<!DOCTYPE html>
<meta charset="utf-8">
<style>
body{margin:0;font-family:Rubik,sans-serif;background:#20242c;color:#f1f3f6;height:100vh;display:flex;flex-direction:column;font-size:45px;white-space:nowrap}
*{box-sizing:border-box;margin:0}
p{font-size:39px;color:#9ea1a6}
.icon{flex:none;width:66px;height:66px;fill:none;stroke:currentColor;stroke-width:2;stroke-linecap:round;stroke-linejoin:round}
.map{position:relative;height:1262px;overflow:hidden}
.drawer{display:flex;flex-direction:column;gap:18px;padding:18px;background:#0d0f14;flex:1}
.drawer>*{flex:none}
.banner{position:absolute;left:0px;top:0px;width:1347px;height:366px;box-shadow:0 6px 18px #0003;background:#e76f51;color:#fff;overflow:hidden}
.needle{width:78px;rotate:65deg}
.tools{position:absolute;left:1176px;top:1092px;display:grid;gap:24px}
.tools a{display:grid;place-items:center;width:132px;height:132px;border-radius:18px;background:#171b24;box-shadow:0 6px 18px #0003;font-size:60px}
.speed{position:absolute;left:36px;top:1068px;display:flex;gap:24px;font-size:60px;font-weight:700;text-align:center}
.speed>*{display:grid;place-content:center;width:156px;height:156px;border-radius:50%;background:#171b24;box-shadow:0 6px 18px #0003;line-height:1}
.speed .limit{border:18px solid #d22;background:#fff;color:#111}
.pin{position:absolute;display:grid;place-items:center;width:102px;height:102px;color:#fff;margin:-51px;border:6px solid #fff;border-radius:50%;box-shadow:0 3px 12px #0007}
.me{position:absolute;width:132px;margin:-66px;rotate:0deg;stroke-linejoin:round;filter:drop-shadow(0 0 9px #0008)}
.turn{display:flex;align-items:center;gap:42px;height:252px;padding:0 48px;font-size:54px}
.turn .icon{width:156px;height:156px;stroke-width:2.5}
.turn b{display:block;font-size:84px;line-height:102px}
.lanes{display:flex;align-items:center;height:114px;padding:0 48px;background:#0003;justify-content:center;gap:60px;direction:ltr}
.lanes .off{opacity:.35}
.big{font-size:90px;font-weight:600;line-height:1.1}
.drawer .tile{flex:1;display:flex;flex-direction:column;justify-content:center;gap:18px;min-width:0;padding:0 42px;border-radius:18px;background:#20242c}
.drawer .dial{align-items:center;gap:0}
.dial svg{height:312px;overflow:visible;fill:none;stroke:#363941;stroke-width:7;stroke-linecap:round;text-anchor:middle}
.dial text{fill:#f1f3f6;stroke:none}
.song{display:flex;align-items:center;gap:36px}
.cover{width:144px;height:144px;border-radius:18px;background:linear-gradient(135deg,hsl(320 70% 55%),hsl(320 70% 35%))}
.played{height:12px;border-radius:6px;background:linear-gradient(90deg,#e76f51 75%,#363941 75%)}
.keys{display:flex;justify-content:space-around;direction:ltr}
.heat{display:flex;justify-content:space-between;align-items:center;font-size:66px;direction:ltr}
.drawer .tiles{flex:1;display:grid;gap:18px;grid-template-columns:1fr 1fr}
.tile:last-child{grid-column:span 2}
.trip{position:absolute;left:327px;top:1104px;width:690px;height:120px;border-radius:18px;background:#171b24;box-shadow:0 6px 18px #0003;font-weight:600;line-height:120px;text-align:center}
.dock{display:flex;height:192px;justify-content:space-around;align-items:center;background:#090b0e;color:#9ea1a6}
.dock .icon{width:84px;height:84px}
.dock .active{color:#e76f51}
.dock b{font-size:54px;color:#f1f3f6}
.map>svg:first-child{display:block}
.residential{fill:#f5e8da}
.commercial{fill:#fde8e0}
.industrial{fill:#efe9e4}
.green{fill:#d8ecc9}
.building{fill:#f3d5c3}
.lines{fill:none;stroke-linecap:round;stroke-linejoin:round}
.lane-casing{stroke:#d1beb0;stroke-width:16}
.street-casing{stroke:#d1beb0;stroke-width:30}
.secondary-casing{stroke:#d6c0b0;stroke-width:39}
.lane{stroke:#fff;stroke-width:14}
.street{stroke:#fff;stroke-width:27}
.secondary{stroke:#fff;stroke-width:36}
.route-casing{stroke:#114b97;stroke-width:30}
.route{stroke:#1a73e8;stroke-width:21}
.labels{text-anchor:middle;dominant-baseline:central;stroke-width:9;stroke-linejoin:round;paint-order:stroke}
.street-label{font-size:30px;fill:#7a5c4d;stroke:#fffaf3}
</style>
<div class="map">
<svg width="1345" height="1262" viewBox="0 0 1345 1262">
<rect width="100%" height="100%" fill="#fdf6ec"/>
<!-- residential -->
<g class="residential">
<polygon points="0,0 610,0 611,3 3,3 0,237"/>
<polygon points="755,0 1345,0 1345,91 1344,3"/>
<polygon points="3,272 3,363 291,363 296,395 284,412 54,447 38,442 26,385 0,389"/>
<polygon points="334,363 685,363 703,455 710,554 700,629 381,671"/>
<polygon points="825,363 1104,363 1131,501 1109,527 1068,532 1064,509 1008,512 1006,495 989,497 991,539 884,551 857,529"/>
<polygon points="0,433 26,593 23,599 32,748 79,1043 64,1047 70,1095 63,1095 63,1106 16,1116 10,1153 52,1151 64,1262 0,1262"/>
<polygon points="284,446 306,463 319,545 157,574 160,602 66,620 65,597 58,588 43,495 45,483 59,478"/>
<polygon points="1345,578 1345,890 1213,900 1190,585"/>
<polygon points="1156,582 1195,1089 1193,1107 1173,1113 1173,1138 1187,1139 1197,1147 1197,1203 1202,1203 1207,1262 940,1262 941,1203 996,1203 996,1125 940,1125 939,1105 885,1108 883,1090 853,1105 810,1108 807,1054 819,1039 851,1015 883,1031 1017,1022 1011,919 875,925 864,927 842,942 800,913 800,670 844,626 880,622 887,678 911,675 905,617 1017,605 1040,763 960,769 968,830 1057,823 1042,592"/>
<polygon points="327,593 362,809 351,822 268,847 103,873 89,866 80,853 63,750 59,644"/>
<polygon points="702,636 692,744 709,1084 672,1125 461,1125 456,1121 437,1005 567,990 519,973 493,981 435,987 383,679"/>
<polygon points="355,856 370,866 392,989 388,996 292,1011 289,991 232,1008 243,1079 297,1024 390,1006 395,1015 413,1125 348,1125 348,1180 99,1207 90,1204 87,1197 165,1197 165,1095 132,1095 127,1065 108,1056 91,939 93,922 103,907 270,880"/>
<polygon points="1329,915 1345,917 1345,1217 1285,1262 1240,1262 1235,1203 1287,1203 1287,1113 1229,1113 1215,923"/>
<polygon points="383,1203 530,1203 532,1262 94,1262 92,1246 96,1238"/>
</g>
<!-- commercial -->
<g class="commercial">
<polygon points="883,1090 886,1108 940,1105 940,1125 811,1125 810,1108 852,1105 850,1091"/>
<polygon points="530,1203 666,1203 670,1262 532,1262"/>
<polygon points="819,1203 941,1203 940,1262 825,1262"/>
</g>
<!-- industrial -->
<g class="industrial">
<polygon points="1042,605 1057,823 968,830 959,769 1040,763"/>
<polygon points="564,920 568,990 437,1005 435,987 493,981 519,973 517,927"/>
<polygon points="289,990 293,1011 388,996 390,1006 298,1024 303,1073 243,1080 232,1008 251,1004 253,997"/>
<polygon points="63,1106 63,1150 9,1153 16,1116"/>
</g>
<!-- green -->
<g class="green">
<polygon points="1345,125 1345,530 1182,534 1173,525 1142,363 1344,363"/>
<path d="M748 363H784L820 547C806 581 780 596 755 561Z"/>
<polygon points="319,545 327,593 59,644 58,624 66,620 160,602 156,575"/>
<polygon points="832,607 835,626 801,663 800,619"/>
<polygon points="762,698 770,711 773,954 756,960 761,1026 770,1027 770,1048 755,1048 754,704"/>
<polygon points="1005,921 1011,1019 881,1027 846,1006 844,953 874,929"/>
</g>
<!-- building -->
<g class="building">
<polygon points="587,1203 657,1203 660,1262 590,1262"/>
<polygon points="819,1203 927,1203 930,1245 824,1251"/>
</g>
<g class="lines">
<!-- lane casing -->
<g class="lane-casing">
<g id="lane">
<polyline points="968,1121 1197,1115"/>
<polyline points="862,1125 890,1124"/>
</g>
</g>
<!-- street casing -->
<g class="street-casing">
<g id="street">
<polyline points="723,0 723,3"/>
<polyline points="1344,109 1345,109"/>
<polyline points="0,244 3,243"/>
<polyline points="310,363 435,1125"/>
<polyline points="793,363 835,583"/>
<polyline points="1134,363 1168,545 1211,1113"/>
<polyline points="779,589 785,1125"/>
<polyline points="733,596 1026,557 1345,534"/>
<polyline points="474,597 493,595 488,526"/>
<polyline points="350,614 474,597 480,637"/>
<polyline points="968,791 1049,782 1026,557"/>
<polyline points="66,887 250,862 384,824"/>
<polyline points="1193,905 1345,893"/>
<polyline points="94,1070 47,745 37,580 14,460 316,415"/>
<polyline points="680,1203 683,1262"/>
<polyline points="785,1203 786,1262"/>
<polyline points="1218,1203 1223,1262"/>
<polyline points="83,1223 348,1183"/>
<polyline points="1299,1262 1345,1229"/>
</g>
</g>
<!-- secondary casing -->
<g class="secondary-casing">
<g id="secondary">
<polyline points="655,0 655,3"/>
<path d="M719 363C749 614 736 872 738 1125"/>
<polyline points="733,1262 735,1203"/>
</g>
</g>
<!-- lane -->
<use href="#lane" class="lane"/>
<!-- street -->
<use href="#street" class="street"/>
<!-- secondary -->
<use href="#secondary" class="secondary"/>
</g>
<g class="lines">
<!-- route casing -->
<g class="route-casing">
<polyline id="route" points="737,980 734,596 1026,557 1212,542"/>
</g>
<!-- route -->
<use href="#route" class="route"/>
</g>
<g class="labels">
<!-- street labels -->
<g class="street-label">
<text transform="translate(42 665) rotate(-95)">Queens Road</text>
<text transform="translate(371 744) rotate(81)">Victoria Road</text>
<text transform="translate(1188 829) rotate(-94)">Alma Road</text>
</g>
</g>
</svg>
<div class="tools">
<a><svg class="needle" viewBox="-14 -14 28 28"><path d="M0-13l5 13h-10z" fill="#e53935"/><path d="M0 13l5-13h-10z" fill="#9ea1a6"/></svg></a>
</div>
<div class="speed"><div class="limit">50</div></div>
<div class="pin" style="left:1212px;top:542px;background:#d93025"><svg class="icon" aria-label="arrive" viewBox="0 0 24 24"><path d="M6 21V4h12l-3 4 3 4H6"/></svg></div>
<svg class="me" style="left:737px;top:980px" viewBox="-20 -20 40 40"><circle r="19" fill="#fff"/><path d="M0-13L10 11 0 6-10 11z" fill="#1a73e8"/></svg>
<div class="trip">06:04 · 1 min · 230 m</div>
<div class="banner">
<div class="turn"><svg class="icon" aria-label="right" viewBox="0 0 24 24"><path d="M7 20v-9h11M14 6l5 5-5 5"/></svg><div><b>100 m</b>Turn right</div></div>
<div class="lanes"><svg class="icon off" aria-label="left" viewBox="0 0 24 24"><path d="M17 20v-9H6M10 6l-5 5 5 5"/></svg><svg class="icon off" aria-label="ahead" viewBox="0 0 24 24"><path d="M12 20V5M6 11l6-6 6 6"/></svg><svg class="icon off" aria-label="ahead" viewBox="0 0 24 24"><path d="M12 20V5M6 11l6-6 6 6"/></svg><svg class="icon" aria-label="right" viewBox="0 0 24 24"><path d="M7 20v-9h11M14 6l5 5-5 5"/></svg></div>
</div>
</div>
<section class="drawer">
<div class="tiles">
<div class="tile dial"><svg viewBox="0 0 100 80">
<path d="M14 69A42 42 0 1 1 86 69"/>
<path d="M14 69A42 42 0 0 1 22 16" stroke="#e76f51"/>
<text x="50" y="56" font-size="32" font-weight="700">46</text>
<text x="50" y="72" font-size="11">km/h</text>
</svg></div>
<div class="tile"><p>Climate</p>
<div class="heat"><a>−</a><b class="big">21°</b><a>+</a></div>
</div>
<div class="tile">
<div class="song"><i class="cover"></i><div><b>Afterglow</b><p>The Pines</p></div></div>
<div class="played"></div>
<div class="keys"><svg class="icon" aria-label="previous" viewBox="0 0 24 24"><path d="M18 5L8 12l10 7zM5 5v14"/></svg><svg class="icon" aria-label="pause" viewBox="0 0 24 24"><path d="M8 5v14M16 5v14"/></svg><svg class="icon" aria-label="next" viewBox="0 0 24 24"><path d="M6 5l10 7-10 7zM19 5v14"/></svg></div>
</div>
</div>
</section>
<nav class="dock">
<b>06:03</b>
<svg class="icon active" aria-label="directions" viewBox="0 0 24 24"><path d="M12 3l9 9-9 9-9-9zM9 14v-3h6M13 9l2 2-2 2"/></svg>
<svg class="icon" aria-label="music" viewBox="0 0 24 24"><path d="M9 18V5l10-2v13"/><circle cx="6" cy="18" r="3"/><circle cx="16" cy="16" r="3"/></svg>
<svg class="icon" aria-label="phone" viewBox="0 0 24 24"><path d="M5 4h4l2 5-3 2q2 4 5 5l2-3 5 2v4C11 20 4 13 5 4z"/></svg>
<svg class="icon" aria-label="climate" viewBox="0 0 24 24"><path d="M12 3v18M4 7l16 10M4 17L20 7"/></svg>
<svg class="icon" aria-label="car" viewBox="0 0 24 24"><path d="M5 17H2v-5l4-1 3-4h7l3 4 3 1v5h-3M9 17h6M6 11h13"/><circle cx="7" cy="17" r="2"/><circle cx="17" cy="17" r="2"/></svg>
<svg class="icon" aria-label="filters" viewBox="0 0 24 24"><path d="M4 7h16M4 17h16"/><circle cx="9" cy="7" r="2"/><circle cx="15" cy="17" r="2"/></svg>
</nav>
--
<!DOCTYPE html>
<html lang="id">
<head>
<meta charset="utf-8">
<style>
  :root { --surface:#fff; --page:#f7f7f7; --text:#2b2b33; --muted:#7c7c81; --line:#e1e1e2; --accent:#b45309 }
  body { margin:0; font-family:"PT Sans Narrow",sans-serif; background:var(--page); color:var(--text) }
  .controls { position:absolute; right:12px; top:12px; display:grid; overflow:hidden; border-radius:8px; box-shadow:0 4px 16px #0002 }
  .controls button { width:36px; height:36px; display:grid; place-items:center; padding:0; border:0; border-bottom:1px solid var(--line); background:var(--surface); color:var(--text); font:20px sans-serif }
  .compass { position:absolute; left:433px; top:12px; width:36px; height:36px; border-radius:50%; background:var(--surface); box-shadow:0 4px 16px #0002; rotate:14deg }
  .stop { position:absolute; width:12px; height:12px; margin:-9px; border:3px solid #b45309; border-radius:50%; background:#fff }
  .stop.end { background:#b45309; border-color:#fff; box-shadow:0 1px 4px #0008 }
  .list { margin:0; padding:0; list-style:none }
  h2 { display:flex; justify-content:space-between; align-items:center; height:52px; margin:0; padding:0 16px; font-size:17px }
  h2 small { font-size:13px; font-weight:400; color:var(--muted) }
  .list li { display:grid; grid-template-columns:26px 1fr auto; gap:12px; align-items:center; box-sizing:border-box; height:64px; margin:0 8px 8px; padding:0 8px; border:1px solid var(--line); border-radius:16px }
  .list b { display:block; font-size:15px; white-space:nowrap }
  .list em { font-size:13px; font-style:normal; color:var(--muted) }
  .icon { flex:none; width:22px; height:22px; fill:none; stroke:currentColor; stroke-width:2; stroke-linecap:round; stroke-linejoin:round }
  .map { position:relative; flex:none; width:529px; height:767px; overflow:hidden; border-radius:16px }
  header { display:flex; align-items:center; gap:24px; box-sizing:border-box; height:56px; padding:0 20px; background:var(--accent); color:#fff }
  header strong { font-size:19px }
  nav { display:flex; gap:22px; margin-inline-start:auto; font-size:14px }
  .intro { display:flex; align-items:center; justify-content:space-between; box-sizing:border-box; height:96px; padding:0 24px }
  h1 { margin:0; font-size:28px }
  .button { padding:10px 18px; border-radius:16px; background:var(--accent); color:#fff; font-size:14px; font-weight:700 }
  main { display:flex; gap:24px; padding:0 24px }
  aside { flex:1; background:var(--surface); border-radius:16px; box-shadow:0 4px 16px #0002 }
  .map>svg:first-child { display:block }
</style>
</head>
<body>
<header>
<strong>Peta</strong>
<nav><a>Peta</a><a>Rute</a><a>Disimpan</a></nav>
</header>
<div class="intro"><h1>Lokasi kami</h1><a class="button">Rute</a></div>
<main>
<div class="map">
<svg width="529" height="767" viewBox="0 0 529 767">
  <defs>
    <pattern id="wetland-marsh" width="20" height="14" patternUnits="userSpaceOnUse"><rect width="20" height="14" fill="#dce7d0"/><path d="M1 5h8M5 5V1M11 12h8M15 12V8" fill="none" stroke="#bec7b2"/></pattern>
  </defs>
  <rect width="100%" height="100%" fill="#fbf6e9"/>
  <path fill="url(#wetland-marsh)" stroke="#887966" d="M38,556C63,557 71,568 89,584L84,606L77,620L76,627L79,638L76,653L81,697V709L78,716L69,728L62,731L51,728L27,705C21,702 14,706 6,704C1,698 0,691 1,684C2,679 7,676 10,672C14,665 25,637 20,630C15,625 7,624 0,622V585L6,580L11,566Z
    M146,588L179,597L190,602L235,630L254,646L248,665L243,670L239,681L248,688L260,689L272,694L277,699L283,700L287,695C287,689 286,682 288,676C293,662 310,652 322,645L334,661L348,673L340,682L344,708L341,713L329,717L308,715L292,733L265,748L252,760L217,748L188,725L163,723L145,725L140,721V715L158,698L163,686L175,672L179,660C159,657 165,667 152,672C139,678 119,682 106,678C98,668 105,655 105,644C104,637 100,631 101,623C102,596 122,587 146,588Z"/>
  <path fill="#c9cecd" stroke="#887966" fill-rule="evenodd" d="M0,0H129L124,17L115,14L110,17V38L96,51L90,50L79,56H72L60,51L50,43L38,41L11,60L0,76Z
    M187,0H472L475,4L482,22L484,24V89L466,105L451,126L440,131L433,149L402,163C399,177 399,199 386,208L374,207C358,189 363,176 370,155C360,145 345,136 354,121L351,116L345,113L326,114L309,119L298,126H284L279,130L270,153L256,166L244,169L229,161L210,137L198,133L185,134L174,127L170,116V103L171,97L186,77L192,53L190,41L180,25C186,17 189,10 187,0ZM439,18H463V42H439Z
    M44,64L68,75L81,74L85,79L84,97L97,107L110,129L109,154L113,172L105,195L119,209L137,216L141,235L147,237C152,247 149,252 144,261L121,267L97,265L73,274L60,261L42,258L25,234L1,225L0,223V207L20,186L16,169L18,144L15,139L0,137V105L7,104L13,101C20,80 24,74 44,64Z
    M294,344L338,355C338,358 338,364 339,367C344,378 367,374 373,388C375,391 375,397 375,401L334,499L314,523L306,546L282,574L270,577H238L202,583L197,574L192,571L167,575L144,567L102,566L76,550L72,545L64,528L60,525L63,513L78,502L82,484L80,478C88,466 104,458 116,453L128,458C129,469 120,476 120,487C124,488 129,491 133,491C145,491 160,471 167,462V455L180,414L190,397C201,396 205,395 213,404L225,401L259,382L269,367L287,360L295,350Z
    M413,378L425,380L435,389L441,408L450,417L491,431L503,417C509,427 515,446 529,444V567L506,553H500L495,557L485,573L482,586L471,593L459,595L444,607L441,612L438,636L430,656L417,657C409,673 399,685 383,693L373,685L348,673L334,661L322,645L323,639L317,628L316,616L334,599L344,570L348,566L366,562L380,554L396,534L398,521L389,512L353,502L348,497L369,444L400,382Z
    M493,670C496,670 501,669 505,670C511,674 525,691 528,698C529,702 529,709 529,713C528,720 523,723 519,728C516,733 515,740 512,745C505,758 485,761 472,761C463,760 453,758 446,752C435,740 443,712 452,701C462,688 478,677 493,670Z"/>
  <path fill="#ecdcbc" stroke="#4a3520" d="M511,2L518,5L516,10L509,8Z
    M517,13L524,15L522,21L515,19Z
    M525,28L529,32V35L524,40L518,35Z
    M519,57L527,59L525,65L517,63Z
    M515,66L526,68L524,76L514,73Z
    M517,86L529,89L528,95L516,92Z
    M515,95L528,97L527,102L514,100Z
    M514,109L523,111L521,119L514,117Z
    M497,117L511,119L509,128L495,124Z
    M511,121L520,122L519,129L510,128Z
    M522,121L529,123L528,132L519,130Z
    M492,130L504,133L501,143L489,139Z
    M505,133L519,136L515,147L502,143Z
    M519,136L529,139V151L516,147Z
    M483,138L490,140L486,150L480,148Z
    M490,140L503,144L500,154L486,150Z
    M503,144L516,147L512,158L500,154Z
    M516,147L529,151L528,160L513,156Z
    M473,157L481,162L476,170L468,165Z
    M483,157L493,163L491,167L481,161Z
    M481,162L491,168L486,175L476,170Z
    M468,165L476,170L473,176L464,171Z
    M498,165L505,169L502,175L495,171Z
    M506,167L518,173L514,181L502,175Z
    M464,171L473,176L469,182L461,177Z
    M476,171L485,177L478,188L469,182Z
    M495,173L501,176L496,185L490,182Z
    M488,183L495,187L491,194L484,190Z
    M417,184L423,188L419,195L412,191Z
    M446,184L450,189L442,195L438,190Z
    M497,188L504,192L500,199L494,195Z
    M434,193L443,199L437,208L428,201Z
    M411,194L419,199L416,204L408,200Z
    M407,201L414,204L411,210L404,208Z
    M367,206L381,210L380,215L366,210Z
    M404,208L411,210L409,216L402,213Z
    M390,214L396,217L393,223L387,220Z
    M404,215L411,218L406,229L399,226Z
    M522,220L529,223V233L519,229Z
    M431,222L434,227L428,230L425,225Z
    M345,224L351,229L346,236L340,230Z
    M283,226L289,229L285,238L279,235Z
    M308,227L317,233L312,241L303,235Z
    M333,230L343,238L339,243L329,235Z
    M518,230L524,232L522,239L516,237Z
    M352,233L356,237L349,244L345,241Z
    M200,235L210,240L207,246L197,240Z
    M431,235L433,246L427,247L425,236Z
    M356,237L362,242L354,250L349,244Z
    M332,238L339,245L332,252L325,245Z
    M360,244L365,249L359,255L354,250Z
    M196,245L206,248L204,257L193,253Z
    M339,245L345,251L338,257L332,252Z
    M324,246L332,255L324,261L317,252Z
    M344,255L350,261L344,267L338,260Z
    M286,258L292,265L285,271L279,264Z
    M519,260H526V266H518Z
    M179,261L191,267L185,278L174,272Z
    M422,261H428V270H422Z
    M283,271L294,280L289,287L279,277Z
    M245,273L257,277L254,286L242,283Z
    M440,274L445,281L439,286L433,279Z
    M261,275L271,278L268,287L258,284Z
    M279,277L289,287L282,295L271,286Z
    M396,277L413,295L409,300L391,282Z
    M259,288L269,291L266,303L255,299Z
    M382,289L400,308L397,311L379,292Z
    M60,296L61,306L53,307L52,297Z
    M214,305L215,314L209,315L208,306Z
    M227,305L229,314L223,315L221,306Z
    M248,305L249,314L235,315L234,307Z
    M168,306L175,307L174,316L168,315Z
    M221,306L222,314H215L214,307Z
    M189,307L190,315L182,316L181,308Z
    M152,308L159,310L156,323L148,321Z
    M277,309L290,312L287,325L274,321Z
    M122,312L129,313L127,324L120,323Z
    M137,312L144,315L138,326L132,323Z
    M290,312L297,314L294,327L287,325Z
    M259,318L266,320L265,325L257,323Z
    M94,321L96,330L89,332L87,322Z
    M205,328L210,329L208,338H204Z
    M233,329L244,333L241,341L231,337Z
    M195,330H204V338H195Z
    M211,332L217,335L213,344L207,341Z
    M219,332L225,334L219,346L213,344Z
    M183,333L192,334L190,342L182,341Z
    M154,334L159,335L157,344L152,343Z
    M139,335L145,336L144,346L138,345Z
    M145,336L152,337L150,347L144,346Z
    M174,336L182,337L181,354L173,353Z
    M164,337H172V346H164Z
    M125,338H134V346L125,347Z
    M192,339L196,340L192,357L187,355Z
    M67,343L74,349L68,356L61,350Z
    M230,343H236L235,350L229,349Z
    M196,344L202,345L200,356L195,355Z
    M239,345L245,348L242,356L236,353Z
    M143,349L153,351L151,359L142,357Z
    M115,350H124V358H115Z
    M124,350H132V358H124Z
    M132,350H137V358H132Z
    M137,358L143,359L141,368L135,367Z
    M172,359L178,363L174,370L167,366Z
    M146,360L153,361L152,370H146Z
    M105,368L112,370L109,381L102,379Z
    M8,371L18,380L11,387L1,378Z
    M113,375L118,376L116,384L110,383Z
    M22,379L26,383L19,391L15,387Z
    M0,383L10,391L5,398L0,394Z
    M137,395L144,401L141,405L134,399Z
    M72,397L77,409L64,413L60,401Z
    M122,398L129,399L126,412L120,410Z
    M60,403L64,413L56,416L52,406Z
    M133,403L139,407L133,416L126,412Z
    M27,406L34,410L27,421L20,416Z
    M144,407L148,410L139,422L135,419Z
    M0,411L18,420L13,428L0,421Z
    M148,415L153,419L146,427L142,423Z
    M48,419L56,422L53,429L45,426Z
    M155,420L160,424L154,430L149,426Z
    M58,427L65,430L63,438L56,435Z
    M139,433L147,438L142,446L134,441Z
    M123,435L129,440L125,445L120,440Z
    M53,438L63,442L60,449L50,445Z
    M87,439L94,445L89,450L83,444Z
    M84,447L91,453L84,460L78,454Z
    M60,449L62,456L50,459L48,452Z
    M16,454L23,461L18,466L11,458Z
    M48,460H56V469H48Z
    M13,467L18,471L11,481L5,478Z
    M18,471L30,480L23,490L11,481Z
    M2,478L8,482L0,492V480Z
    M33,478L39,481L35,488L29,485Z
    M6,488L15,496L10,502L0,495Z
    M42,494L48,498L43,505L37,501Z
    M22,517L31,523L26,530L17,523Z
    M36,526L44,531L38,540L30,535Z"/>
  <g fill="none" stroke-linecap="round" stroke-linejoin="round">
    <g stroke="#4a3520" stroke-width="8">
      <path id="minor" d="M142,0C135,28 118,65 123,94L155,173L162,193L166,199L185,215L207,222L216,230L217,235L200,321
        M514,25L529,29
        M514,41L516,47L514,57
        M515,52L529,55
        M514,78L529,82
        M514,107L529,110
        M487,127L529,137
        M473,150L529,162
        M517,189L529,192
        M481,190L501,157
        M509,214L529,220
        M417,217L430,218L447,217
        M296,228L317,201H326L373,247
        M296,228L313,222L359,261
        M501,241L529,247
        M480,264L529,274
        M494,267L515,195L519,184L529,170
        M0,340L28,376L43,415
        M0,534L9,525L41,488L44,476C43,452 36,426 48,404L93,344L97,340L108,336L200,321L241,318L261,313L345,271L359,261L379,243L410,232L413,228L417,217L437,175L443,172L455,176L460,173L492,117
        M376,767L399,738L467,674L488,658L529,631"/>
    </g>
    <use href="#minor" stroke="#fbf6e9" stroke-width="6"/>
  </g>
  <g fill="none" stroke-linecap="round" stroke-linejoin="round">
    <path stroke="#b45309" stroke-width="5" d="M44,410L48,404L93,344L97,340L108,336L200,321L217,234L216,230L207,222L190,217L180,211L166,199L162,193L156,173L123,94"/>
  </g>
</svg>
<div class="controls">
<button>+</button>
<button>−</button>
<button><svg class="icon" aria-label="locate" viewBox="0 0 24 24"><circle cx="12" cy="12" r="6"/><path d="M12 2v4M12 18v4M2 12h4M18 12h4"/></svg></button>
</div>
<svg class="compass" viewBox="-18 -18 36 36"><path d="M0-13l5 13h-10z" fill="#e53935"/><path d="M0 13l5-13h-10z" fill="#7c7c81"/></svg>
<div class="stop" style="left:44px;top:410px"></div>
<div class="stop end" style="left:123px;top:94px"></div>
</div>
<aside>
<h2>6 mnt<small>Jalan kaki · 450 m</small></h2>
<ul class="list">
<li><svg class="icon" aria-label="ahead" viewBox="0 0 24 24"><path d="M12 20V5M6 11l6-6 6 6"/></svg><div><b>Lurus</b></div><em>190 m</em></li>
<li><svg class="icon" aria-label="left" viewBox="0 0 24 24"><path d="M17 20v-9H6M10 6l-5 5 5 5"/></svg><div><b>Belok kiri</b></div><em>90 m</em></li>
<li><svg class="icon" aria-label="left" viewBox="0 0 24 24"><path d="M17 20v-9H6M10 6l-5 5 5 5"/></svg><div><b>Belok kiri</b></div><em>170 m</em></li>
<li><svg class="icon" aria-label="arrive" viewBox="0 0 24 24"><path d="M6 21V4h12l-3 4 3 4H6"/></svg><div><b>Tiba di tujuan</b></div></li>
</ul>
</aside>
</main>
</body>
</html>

• _Problem_: Each line above that includes "list" should be shown.

• _Result of the task_:
  .list { margin:0; padding:0; list-style:none }
  .list li { display:grid; grid-template-columns:26px 1fr auto; gap:12px; align-items:center; box-sizing:border-box; height:64px; margin:0 8px 8px; padding:0 8px; border:1px solid var(--line); border-radius:16px }
  .list b { display:block; font-size:15px; white-space:nowrap }
  .list em { font-size:13px; font-style:normal; color:var(--muted) }
<ul class="list">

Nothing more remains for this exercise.